Later Years
In 2004 Rollins and his wife, the Dallas native, Sarah-Finch Maiden Rollins, known as Skippy Rollins, moved to Boulder, Colorado. He died there four years later. In addition to his wife of sixty-four years, he was survived by a son, Guy Rollins (born March 15, 1946) of Wimberley in Hays County near San Marcos, Texas; two daughters, Sally Sodal of Boulder and Edna Gary Thomas of Doha, Qatar. A memorial service was held on November 15 at his church of membership, St. Paul's United Methodist Church, in Boulder.
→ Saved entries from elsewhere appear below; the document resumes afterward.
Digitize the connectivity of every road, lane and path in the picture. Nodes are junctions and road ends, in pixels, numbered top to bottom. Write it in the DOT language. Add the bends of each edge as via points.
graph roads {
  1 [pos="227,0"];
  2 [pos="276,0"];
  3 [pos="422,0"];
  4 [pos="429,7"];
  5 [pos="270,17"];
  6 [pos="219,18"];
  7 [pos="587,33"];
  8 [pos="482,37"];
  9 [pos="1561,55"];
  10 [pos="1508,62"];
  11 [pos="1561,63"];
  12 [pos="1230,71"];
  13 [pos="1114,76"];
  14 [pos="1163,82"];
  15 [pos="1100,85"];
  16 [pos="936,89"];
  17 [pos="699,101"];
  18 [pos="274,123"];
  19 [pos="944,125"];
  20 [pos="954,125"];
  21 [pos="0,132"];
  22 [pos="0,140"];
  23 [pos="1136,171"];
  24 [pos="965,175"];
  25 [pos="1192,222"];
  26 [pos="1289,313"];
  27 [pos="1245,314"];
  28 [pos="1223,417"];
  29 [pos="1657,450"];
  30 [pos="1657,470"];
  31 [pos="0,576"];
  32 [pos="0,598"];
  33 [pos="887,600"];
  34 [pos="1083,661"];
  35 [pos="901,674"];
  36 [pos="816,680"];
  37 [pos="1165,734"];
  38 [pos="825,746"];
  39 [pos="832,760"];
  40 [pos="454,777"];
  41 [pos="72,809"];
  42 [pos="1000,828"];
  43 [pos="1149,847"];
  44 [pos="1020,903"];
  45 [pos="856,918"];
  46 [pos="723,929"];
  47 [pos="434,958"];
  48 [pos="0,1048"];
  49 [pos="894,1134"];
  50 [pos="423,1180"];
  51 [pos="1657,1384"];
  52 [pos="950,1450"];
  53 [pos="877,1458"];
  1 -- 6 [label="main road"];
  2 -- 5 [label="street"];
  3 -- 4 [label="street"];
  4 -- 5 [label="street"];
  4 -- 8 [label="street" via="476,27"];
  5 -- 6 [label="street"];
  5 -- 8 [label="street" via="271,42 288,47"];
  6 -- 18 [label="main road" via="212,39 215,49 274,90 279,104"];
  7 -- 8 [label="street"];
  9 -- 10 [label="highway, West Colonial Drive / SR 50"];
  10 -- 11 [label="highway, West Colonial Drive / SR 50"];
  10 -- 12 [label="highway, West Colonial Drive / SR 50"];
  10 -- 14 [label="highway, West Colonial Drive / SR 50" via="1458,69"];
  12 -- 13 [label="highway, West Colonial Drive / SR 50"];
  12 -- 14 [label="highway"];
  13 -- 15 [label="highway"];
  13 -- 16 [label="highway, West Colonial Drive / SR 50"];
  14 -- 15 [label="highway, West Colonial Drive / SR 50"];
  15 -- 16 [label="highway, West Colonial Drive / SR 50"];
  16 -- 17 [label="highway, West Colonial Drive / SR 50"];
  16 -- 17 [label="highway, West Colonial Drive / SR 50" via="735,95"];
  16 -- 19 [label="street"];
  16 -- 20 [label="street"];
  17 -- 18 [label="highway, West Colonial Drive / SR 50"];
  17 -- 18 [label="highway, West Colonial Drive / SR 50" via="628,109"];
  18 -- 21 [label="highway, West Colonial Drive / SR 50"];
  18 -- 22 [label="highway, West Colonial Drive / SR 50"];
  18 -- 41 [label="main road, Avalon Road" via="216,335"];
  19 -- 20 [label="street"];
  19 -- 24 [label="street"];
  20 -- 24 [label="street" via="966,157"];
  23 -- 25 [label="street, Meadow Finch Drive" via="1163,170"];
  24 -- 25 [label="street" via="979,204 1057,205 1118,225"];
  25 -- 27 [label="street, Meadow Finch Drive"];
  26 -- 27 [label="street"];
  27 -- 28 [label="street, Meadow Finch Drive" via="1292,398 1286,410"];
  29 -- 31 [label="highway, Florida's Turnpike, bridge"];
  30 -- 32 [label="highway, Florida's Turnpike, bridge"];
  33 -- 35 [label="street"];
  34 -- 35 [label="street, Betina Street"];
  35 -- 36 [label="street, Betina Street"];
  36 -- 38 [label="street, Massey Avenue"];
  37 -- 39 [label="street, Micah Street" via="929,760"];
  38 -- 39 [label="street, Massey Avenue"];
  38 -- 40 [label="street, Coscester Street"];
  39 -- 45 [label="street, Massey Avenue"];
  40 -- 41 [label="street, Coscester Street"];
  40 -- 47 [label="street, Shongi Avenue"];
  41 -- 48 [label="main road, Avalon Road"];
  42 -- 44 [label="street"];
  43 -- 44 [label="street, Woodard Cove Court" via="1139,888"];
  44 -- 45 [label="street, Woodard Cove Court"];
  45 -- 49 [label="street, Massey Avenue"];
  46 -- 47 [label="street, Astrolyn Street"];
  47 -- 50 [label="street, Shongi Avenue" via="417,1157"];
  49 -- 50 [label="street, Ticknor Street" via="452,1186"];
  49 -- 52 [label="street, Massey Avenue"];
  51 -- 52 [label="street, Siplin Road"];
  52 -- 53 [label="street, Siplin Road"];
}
While in Houston, the Rollinses had been active in the Chapelwood United Methodist Church.
Rollins was affiliated with some twenty organizations, the American, Gulf Coast, and Boulder Mensa International societies, Masonic lodge, Knights of Pythias, Veterans of Foreign Wars, the American Legion, Sons of Confederate Veterans, Military Order of the Stars and Bars (descendants of commissioned officers of the Confederate Army), Sons of the American Revolution, Society of Descendants of Washington's Army at Valley Forge, the Magna Carta Barons, Colonial Order of the Crown, Lambda Chi Alpha social fraternity, Delta Theta Phi law fraternity, the Houston and Texas bar associations, and in later years was agent for the TAMU Class of 1938.
Rollins wrote the book, Aggies, Y'All Caught That Dam'Ol' Rat Yet?, a humorous account of his experiences as a freshman at Texas A&M.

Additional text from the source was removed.